SIM Report: Southern Europe, Issue 5

REGIONAL: A deep-dive into the impact of COVID-19 on tourism and long-term implications for international travel

The impact of the coronavirus (COVID-19) pandemic has had a significant impact on Europe’s tourism industry. As governments are struggling to convince citizens that national outbreaks have come under control, the outlook for international travel remains bleak.

According to data from the World Tourism Organization (UNWTO), there was a 98 per cent fall in international tourist numbers in May compared to the same period last year. This essentially equates to a drop of around 300 million tourists and a revenue loss of approximately USD320 billion, globally. The EU tourism industry employs around 13 million people, and an estimated EUR1 bn per month is being lost. In Italy, the Italian tourism federation estimates that around 60 per cent of tourists will be lost this year. Globally, 75 million jobs could be lost, including 6.4 million in the EU, according to the World Travel and Tourism Council (WTTC). A series of major sporting and cultural events, including the UEFA Euro 2020, usually a magnet for overseas tourists, have also been cancelled or postponed to 2021.


A key obstacle to the resumption of normal tourism flows is the current border situation in Europe. For instance, Hungary announced in late August that from 1 September it would shut borders to foreign nationals, essentially marking a return to the travel restrictions imposed to cope with the first wave of coronavirus. The ban will remain in place for at least one month, and Hungarian citizens have been urged to avoid non-essential travel to other countries. This makes Hungary the first Schengen Area member to re-introduce a ban, while most other EU countries have opted to avoid similar action. More broadly, it signifies that there remains scope for divergence in approaches from EU countries despite an incohesive and inconsistent approach in the early stages of the pandemic. Indeed, travel has become an increasingly complex undertaking, with passengers required to complete multiple forms in addition to completing COVID-19 tests before departure. Another key concern for tourists is the requirement for arrivals to undergo a two-week quarantine.

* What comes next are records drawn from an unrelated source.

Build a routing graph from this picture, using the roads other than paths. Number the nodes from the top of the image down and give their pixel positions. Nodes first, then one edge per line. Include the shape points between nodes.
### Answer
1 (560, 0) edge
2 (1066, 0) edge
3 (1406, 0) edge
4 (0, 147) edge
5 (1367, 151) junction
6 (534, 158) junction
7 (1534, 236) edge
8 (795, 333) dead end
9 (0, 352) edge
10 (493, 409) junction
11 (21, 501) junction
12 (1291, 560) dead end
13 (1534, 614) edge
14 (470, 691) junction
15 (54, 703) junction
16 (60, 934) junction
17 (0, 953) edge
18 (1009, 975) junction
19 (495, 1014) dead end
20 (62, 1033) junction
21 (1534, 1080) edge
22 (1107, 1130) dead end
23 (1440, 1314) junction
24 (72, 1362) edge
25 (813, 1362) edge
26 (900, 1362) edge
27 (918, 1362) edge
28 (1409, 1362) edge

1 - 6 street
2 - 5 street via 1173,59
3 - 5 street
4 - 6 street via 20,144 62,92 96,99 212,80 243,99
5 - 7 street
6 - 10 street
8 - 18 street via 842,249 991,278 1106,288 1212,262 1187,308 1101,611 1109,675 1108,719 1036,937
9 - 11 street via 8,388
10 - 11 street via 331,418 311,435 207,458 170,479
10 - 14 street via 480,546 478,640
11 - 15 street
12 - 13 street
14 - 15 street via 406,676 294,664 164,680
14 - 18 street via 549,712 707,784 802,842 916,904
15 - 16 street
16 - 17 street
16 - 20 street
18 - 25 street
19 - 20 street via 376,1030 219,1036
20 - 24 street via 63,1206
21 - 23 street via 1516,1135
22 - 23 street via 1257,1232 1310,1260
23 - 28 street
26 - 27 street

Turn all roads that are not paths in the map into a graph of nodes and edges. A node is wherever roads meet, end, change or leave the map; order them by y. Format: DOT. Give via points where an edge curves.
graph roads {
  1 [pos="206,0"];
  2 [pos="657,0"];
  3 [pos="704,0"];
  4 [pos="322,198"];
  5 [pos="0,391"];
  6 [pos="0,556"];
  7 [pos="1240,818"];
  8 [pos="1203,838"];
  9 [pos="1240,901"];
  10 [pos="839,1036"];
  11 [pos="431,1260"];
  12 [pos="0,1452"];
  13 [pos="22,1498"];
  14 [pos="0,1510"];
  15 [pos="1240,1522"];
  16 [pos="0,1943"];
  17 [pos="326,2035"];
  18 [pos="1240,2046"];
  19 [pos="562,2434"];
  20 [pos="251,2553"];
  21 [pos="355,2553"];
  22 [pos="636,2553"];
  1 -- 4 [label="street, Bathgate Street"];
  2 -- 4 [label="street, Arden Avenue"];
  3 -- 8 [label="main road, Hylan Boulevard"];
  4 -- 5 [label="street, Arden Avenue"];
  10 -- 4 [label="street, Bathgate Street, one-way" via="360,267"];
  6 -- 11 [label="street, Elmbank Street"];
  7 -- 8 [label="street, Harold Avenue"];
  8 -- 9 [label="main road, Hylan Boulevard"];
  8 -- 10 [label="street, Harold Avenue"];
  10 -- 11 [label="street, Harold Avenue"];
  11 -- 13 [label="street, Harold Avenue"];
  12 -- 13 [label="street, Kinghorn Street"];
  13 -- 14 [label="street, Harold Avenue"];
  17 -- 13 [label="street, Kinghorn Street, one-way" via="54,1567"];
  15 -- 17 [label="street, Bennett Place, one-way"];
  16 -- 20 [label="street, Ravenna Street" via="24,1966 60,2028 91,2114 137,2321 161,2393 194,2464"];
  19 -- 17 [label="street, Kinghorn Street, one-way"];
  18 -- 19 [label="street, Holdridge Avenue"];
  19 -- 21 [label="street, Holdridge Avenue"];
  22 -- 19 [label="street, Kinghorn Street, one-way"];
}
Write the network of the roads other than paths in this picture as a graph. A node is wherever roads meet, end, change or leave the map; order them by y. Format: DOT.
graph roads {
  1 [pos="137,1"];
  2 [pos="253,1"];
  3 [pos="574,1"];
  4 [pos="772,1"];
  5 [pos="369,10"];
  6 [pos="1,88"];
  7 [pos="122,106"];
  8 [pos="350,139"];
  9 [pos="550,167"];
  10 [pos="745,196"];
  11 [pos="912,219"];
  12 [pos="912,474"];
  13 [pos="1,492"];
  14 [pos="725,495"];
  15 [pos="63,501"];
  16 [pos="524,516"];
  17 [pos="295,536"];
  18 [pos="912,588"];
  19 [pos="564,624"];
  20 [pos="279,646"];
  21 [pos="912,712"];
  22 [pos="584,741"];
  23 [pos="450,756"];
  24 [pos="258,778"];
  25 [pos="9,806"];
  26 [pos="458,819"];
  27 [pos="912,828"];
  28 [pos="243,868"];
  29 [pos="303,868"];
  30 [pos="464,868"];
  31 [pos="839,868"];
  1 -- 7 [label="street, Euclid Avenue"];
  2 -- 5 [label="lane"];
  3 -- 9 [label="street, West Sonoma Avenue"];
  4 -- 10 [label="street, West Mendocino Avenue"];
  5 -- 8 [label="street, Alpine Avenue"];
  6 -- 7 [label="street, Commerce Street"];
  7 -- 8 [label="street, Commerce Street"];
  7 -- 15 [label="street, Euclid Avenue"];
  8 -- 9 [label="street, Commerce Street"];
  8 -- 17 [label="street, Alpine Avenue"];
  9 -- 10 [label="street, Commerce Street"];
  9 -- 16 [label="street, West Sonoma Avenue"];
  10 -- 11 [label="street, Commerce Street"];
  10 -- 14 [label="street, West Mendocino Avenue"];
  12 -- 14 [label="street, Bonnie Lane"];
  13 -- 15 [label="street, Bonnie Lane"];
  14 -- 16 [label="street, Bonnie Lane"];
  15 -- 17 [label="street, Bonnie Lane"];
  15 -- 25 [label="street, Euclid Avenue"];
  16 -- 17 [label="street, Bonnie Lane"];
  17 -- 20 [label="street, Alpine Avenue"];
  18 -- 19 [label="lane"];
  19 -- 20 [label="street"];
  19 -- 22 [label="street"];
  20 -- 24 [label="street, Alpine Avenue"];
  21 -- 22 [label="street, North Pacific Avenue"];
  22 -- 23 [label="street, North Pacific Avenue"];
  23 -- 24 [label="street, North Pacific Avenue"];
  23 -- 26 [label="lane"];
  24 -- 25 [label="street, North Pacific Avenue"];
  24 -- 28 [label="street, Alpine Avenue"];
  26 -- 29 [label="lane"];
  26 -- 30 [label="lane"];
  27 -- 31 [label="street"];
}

Given the severe sectoral impact of the pandemic, the EU has sought to alleviate some economic pressure on the tourism industry. Unprecedented levels of economic uncertainty will mean less disposable income for leisure travel. The majority of EU member states have announced plans to introduce economic assistance packages, including tax moratoriums and wage subsidies, that will also cover the tourism sector. In the wake of the pandemic, state intervention in private markets will become the norm. This has already been seen through the full acquisition of Alitalia by the Italian state and the partial nationalisation of railways in the UK.

The lack of a vaccine or effective treatment will continue to present longer term challenges for the sector’s recovery. For companies with staff travelling regularly for business purposes, operational resilience plans will have to adapt to new realities. Business travellers for instance should ensure they travel with all the necessary documentation and ensure they carry a ‘COVID kit’, which will comprise of hand sanitiser, face masks, and disposable gloves. Effective planning can be helped by travel risk teams proactively monitoring communications for any new restrictions at destination or transit countries.

Ultimately, the traditional tourism model will undergo a profound shift. In the current context and the near future, a new important condition for tourists before beginning travel will likely be the performance of a government in dealing with national outbreaks. More travellers will pay closer attention to the quality and standard of healthcare in destinations. Countries that recorded comparatively high infection rates will likely suffer more than others with similar climates and tourism infrastructure. Rural destinations in normally less crowded areas will become increasingly popular, while short weekend trips to major cities probably will become a less appealing proposition. Some travellers will also prefer private accommodation rather than large, centrally-located hotels. Long-distance travel to countries such as the US and the wider Americas region will also be avoided, at least until the epidemiological picture there improves.